I have fond memories of Irene, both from her role with her family photography business and the Morris Chamber of Commerce. She worked with the Chamber at the spot now occupied by "Stephanie Foto."  
There were two family photography businesses in Morris when I was growing up: Monroe Photos and Garberick Photo. Monroe's was located where the Willie's parking lot is now. Garberick's was across from the Stevens County Courthouse.
The old Garbericks' house was razed to expand parking for the courthouse. For the life of me, I don't see why those "islands" are necessary in the courthouse parking lot. That parking lot already lacks "breathing room" for people to maneuver larger than average cars.
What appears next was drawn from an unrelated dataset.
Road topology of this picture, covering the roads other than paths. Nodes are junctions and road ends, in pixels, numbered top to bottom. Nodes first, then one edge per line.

The whole courthouse renovation scheme was cockeyed, I feel. As technology takes us into the future, bricks and mortar assets will be less and less important for government. It's happening rapidly.
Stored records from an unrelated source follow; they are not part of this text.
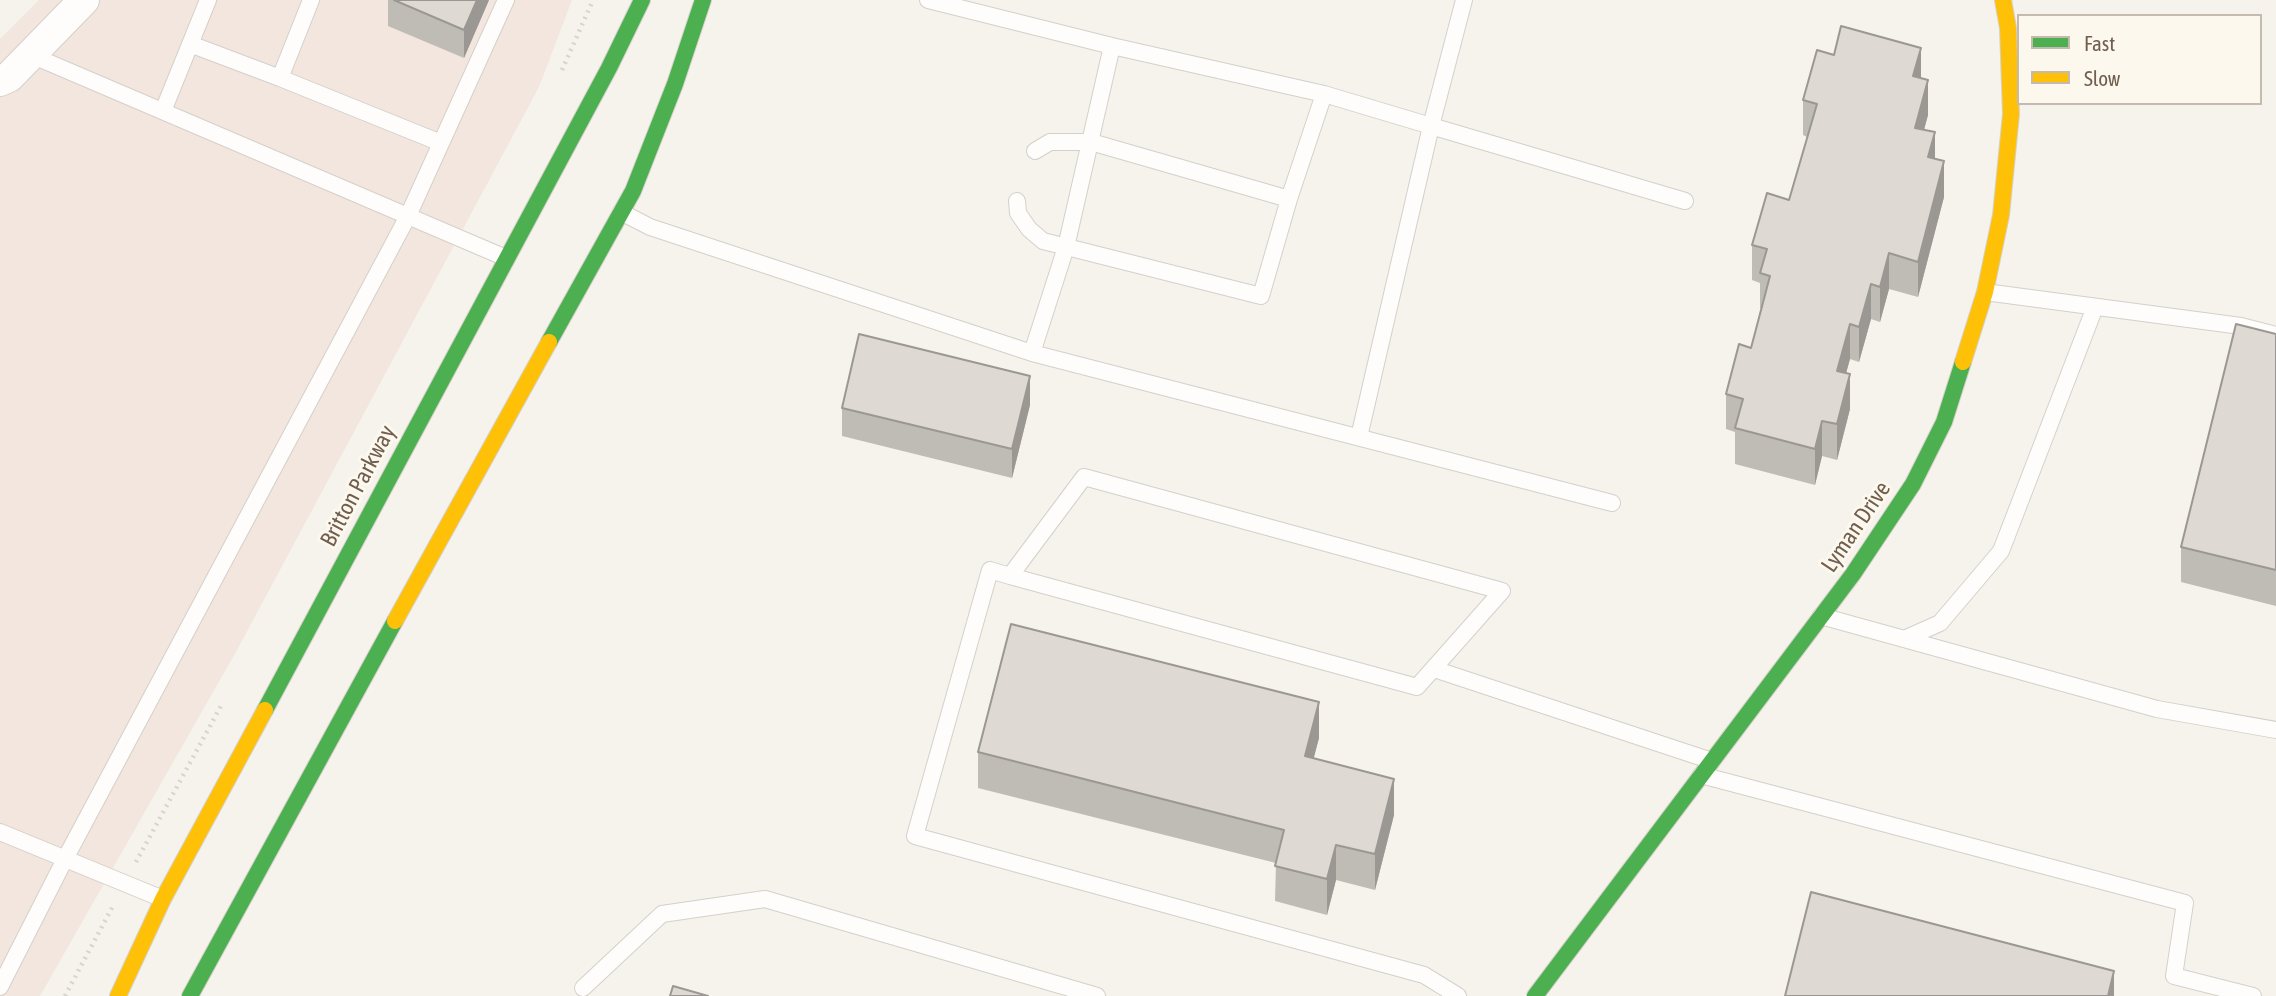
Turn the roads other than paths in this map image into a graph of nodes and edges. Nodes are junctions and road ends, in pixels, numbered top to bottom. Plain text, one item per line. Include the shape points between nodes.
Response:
1 (84, 0) edge
2 (208, 0) edge
3 (311, 0) edge
4 (506, 0) edge
5 (642, 0) edge
6 (703, 0) edge
7 (928, 0) edge
8 (1464, 0) edge
9 (2003, 0) edge
10 (190, 44) junction
11 (1112, 46) junction
12 (31, 55) junction
13 (280, 78) junction
14 (0, 81) edge
15 (1324, 94) junction
16 (163, 111) junction
17 (1431, 126) junction
18 (1091, 142) junction
19 (441, 143) junction
20 (1035, 152) dead end
21 (1289, 199) junction
22 (1017, 201) dead end
23 (1685, 201) dead end
24 (621, 212) junction
25 (408, 216) junction
26 (1066, 247) junction
27 (506, 258) junction
28 (1985, 292) junction
29 (2095, 307) junction
30 (2276, 335) edge
31 (1032, 353) junction
32 (1359, 437) junction
33 (1612, 503) dead end
34 (1010, 576) junction
35 (1821, 616) junction
36 (1904, 639) junction
37 (1434, 669) junction
38 (2276, 730) edge
39 (1712, 761) junction
40 (1701, 775) junction
41 (0, 832) edge
42 (65, 859) junction
43 (163, 899) junction
44 (0, 986) edge
45 (583, 988) dead end
46 (118, 996) edge
47 (190, 996) edge
48 (1097, 996) edge
49 (1458, 996) edge
50 (1535, 996) edge
51 (2253, 996) edge

1 - 12 street
2 - 10 lane
3 - 13 lane
4 - 19 lane
5 - 27 main road, Britton Parkway
6 - 24 main road via 675,84
7 - 11 lane
8 - 17 lane
9 - 28 main road, Lyman Drive via 2011,114 2001,215
10 - 13 lane
10 - 16 lane
11 - 15 lane
11 - 18 lane
12 - 14 street
12 - 16 lane
13 - 19 lane
15 - 17 lane
15 - 21 lane
16 - 25 lane
17 - 23 lane
17 - 32 lane
18 - 20 lane via 1050,142
18 - 21 lane
18 - 26 lane
19 - 25 lane
21 - 26 lane via 1261,296
22 - 26 lane via 1028,229 1043,241
24 - 31 lane via 650,228
24 - 47 main road
25 - 27 lane
25 - 42 lane
26 - 31 lane
27 - 43 main road, Britton Parkway
28 - 29 lane
28 - 35 main road, Lyman Drive via 1944,422 1913,484
29 - 30 lane via 2242,326
29 - 36 lane via 2001,551 1940,623
31 - 32 lane
32 - 33 lane
34 - 37 lane via 1417,687
34 - 37 lane via 1084,477 1502,591
34 - 49 lane via 990,570 915,835 1424,975
35 - 36 lane
35 - 39 main road, Lyman Drive
36 - 38 lane via 2157,709
37 - 39 lane
39 - 40 main road, Lyman Drive
40 - 50 main road, Lyman Drive
40 - 51 lane via 2185,903 2174,976
41 - 42 lane
42 - 43 lane
42 - 44 lane
43 - 46 main road, Britton Parkway
45 - 48 lane via 662,914 765,899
I remember how Monroe's and Garberick's would grumble about those non-local "hit and run" photography services that would come to town. How quaint. The mom and pop businesses of the past have faded. We think nothing of a photography service setting up shop temporarily at City Center Mall. The world changes.
Change can seem like the only constant. It was so sudden on that early December day in 1941. Mary Olsen-Dripps remembers:
 
I had been out in the country with my mother and little brother helping my aunt, Amanda Winkels, tie a quilt. When we arrived home, my dad met us at the door and he was very shaken. He had heard on the radio that the Japanese had bombed Pearl Harbor.
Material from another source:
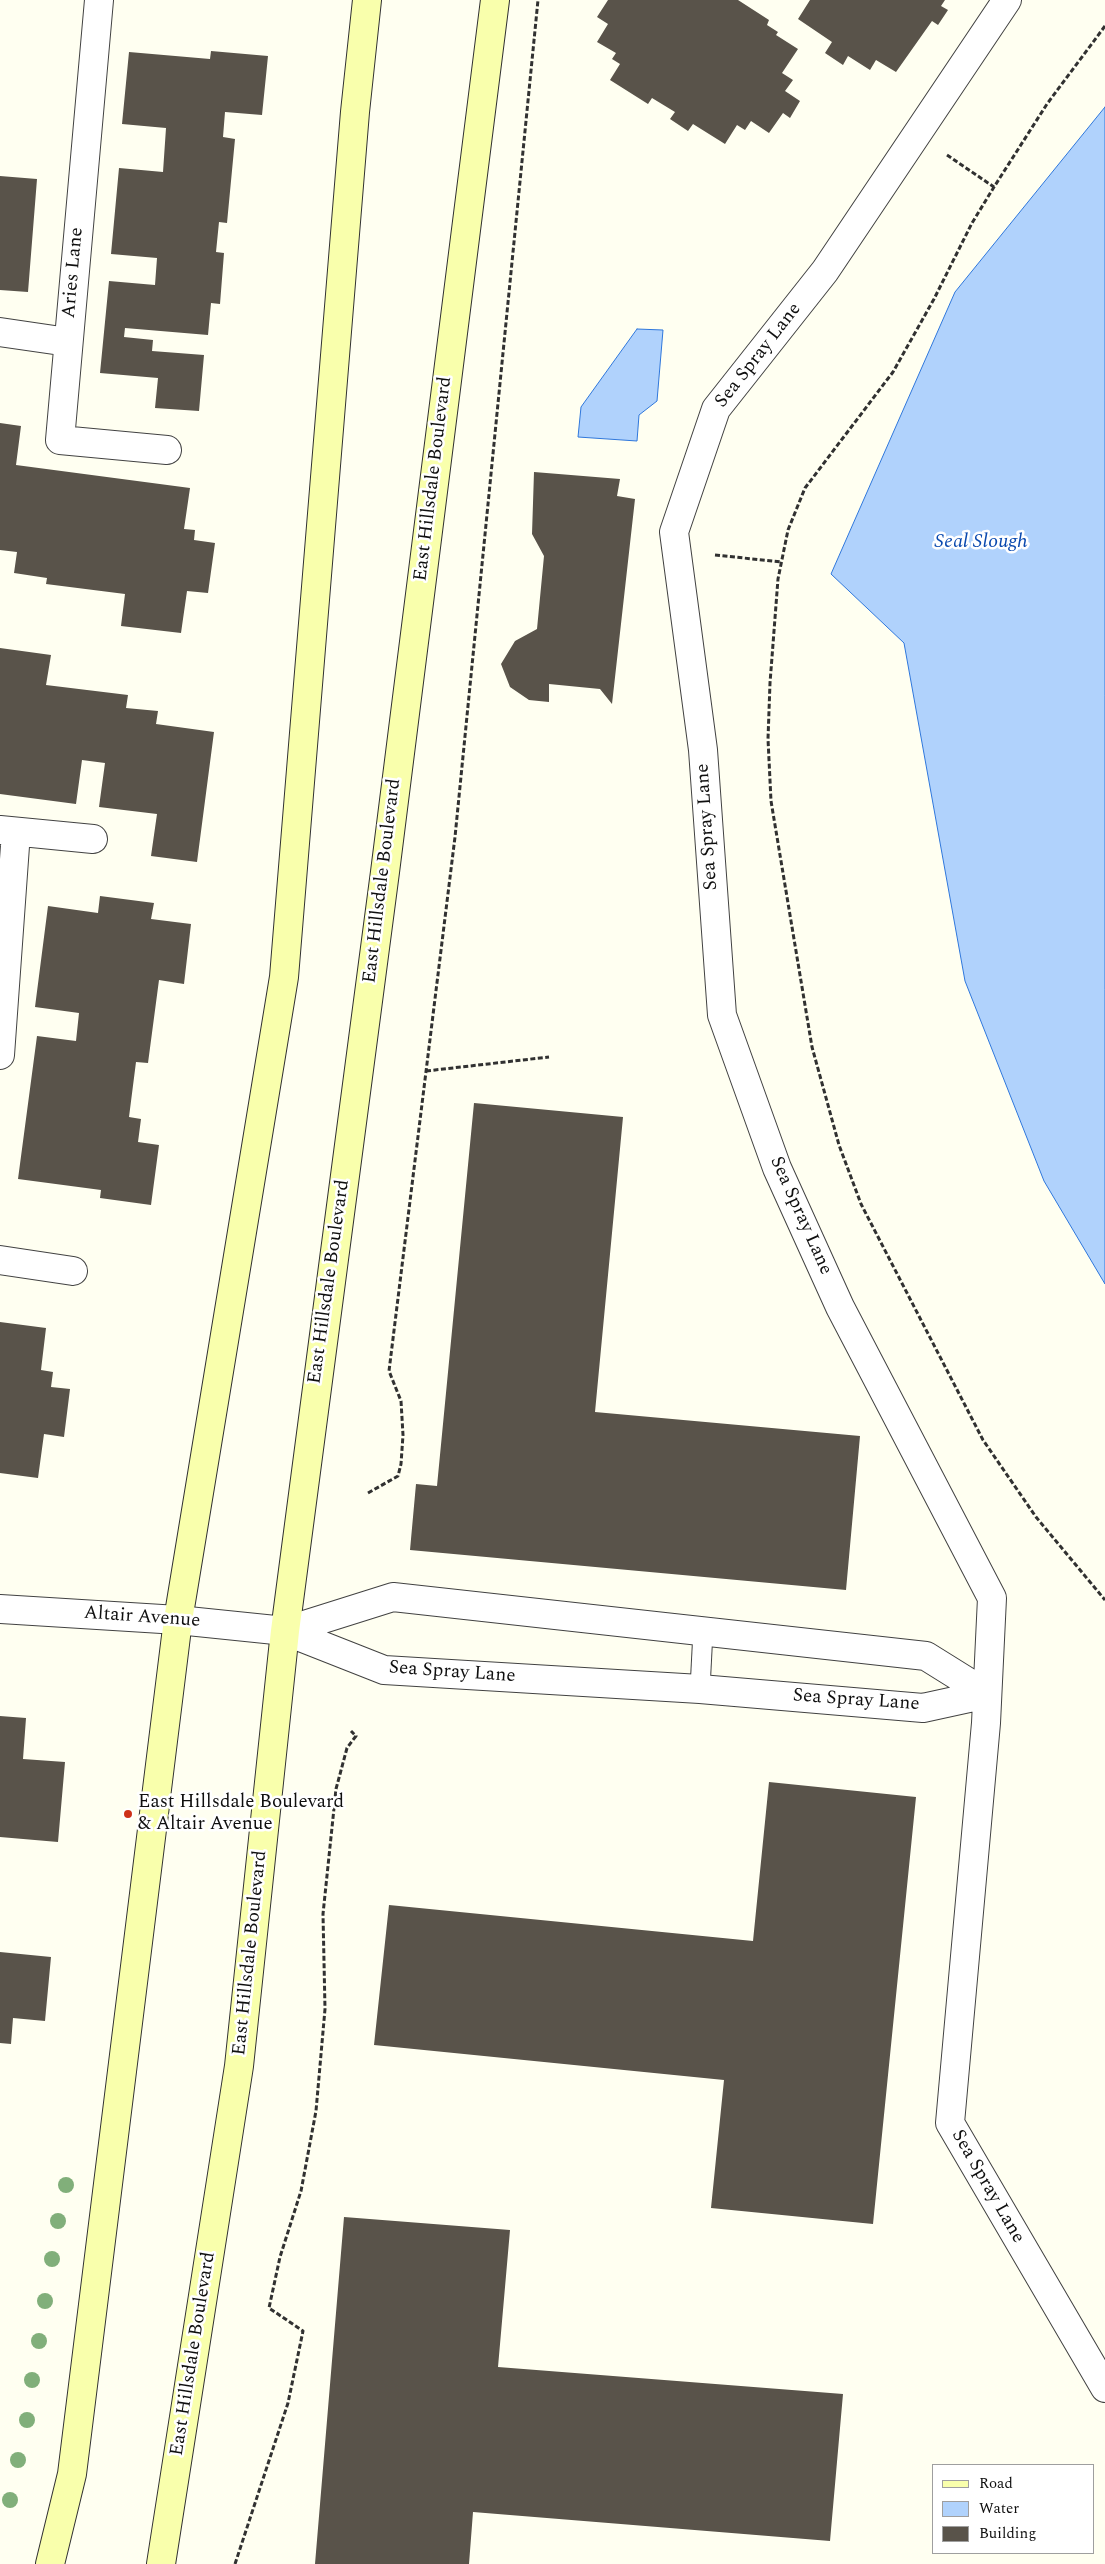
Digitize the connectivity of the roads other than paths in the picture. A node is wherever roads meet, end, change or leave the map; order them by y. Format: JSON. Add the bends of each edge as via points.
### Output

It wasn't too long after the war started that my Winkels uncles, Albin and Victor, along with my cousin "Butch" Wartman, came up to our house to tell us goodbye. They were wearing their army uniforms and left with Battery 'B'. Later Doug Wartman joined the Navy. There were a lot of tears shed, but I was too young to understand why."
 
Young people had to grow up in a hurry. The servicemen did, and the youngsters like Mary who had to join in the sacrifice, foregoing some of the expected pleasures or diversions of life. The Depression had been hard enough. Now there was war.
In 1945 post-war, the pendulum went back and with a dose of actual affluence. The Greatest Generation had children like me, growing up with Captain Kangaroo on TV. And, ready to play with plastic hand grenades. Strange.
Conflict of such grisly proportions ought to be filed away in the past.
Mary went on to marry Bill Dripps who was "Mr. Oldsmobile" in Morris. Our family bought our "famous" 1967 Oldsmobile Toronado from Dripps Oldsmobile. What a vehicle! I could drive it in a parade today.
Stevens County natives were at Pearl Harbor at the time of the attack. Let's let the Morris Tribune of January 2, 1942, tell that story:
 
Two Stevens County youths who were on Navy duty in Pearl Harbor, Hawaii, at the time of the devastating Jap attack there on December 7, are alive and well according to word received by their parents the past week.
Mr. and Mrs. E.C. Van Horn on Wednesday received a card from their son, Robert L. Van Horn, stationed on the U.S.S. Nevada, saying that he was well. The card was dated at Pearl Harbor December 10, three days after the surprise attack on the harbor by the Japs.
Mrs. Wilbert Stambaugh of Donnelly received a letter last week from her son, Wilbert Jr., stationed on the U.S.S. Medusa in Pearl Harbor, but nearly the entire contents of the two-page letter excepting only the information that the young man was well had been blacked out by Naval censors.
Nevertheless, the messages from the boys, brief as it was, were welcomed by their parents.
 
The boys! That generation committed itself to the task at hand.
Today we worry about the Ukraine. President Barack Obama with U.S. allies wants to settle the tensions there with means other than guns and tanks. We pray the task is within reach.